La mayoría de nosotros, sin embargo, naufragamos en un mar de humanidades. No estamos muy seguros del camino en el que nos encontramos, ni si deberíamos haberlo tomado. Ojalá hubiese tirado por la biología… Ojalá hubiese cogido asignaturas de periodismo en primero… Ojalá hubiese cursado esto o aquello…
Pero debemos tener presente que todavía podemos hacer lo que nos dé la gana. Podemos cambiar de parecer. Podemos empezar de cero. Hacer un posgrado, o probar a escribir por primera vez. La idea de que ya es demasiado tarde para hacer cualquier cosa, la que sea, resulta cómica. Qué disparate. Nos estamos graduando. Somos tan jóvenes… No podemos, no debemos perder la ilusión de que todo es posible porque, en el fondo, es lo único que tenemos.

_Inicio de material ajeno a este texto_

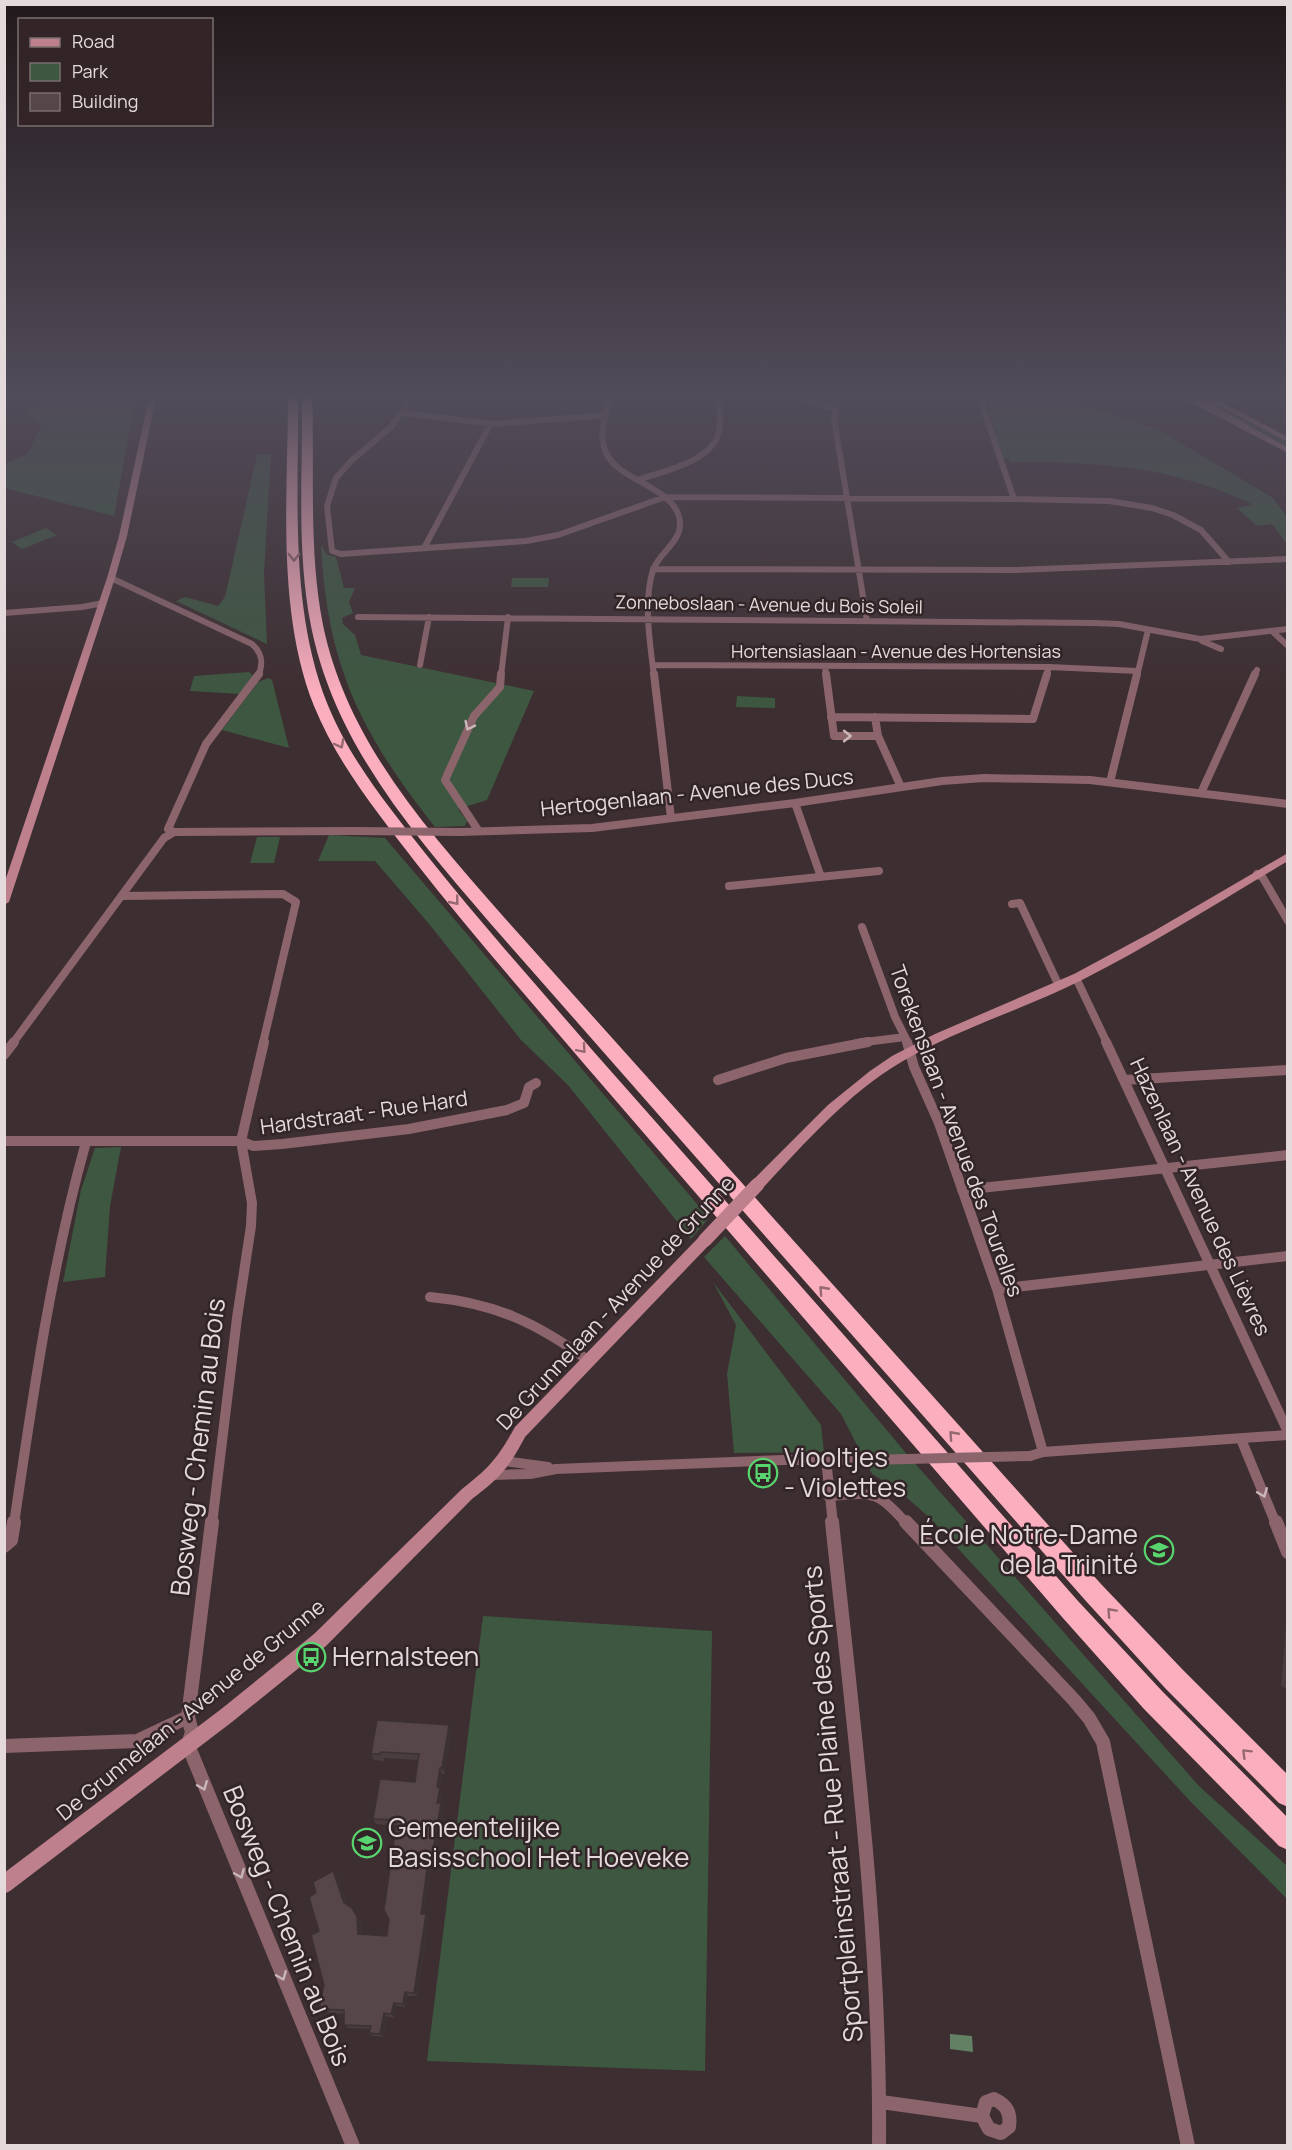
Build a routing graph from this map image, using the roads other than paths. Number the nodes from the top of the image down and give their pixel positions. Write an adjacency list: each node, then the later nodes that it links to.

Un viernes de pleno invierno, en primero, me quedé a cuadros cuando unos amigos me llamaron para que me juntara con ellos en el “Est Est Est”. A cuadros aún, puse rumbo al SSS*, posiblemente el rincón más remoto del campus. Por extraño que parezca, hasta que no me encontraba ya en la puerta del edificio no me planteé cómo era que mis amigos estaban de fiesta en las dependencias administrativas de Yale. Naturalmente, no estaban allí. Pero hacía mucho frío, y, por lo que sea, mi carné funcionó, así que me metí en el SSS para llamarlos. Todo estaba en silencio, la madera antigua crujía y la nieve apenas se distinguía tras las vidrieras. Me senté. Y alcé la vista. Contemplé la sala gigantesca en la que me encontraba. Ese lugar donde miles de personas habían estado antes que yo. Y allí sola, en mitad de la noche, en plena ventisca de New Haven, me sentí extraordinaria e increíblemente a salvo.

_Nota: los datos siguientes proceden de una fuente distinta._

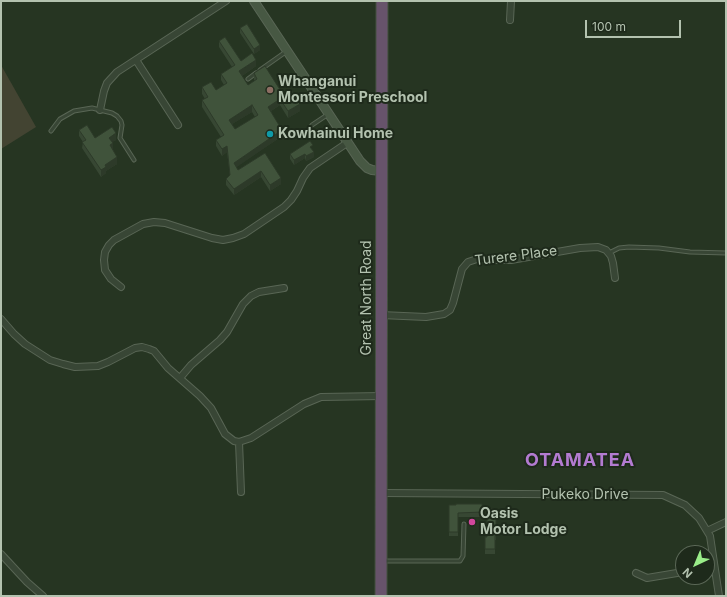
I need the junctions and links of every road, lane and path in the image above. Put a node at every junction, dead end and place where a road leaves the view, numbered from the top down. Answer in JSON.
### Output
{"nodes":[{"id":1,"x":226,"y":1,"type":"edge"},
{"id":2,"x":254,"y":1,"type":"edge"},
{"id":3,"x":382,"y":1,"type":"edge"},
{"id":4,"x":511,"y":1,"type":"edge"},
{"id":5,"x":510,"y":20,"type":"dead end"},
{"id":6,"x":287,"y":51,"type":"junction"},
{"id":7,"x":136,"y":60,"type":"junction"},
{"id":8,"x":248,"y":79,"type":"dead end"},
{"id":9,"x":100,"y":110,"type":"junction"},
{"id":10,"x":328,"y":114,"type":"junction"},
{"id":11,"x":178,"y":125,"type":"dead end"},
{"id":12,"x":312,"y":125,"type":"dead end"},
{"id":13,"x":51,"y":131,"type":"dead end"},
{"id":14,"x":347,"y":143,"type":"junction"},
{"id":15,"x":134,"y":160,"type":"dead end"},
{"id":16,"x":382,"y":171,"type":"junction"},
{"id":17,"x":609,"y":253,"type":"junction"},
{"id":18,"x":726,"y":253,"type":"edge"},
{"id":19,"x":615,"y":278,"type":"dead end"},
{"id":20,"x":121,"y":287,"type":"dead end"},
{"id":21,"x":284,"y":288,"type":"dead end"},
{"id":22,"x":381,"y":315,"type":"junction"},
{"id":23,"x":1,"y":319,"type":"edge"},
{"id":24,"x":180,"y":378,"type":"junction"},
{"id":25,"x":382,"y":396,"type":"junction"},
{"id":26,"x":240,"y":442,"type":"junction"},
{"id":27,"x":240,"y":492,"type":"dead end"},
{"id":28,"x":382,"y":493,"type":"junction"},
{"id":29,"x":726,"y":522,"type":"edge"},
{"id":30,"x":464,"y":524,"type":"dead end"},
{"id":31,"x":707,"y":531,"type":"junction"},
{"id":32,"x":711,"y":545,"type":"edge"},
{"id":33,"x":1,"y":554,"type":"edge"},
{"id":34,"x":381,"y":561,"type":"junction"},
{"id":35,"x":636,"y":573,"type":"dead end"},
{"id":36,"x":675,"y":573,"type":"edge"},
{"id":37,"x":715,"y":573,"type":"edge"},
{"id":38,"x":43,"y":596,"type":"edge"},
{"id":39,"x":381,"y":596,"type":"edge"},
{"id":40,"x":719,"y":596,"type":"edge"}],
"edges":[{"from":1,"to":7,"type":"street"},
{"from":2,"to":6,"type":"street"},
{"from":3,"to":16,"type":"highway","name":"Great North Road"},
{"from":4,"to":5,"type":"street"},
{"from":6,"to":8,"type":"lane"},
{"from":6,"to":10,"type":"street"},
{"from":7,"to":9,"type":"street"},
{"from":7,"to":11,"type":"street"},
{"from":9,"to":13,"type":"lane"},
{"from":9,"to":15,"type":"lane"},
{"from":10,"to":12,"type":"lane"},
{"from":10,"to":14,"type":"street"},
{"from":14,"to":16,"type":"street"},
{"from":14,"to":20,"type":"street"},
{"from":16,"to":22,"type":"highway","name":"Great North Road"},
{"from":17,"to":18,"type":"lane"},
{"from":17,"to":19,"type":"street"},
{"from":17,"to":22,"type":"street","name":"Turere Place"},
{"from":21,"to":24,"type":"street"},
{"from":22,"to":25,"type":"highway","name":"Great North Road"},
{"from":23,"to":24,"type":"street"},
{"from":24,"to":26,"type":"street"},
{"from":25,"to":26,"type":"street"},
{"from":25,"to":28,"type":"highway","name":"Great North Road"},
{"from":26,"to":27,"type":"street"},
{"from":28,"to":31,"type":"street","name":"Pukeko Drive"},
{"from":28,"to":34,"type":"highway","name":"Great North Road"},
{"from":29,"to":31,"type":"street"},
{"from":30,"to":34,"type":"lane"},
{"from":31,"to":32,"type":"street","name":"Pukeko Drive"},
{"from":33,"to":38,"type":"street"},
{"from":34,"to":39,"type":"highway","name":"Great North Road"},
{"from":35,"to":36,"type":"street"},
{"from":37,"to":40,"type":"street","name":"Pukeko Drive"}]}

No tenemos una palabra que designe lo contrario de la soledad, pero, si la hubiera, definiría cómo me siento en Yale. Cómo me siento en este preciso instante. Aquí. Junto a todos vosotros. Enamorada, impresionada, agradecida, muerta de miedo. Y no tenemos por qué perder estas sensaciones.
Estamos juntos en esto, promoción de 2012. Vamos a hacer que pase algo en el mundo.
* El edificio Sheffield-Sterling-Strathcona de Yale alberga las oficinas de decanato y una inmensa aula de grados. El “Est Est Est” es, en cambio, una pizzería de New Haven, que en inglés suena como SSS (nota de la traductora).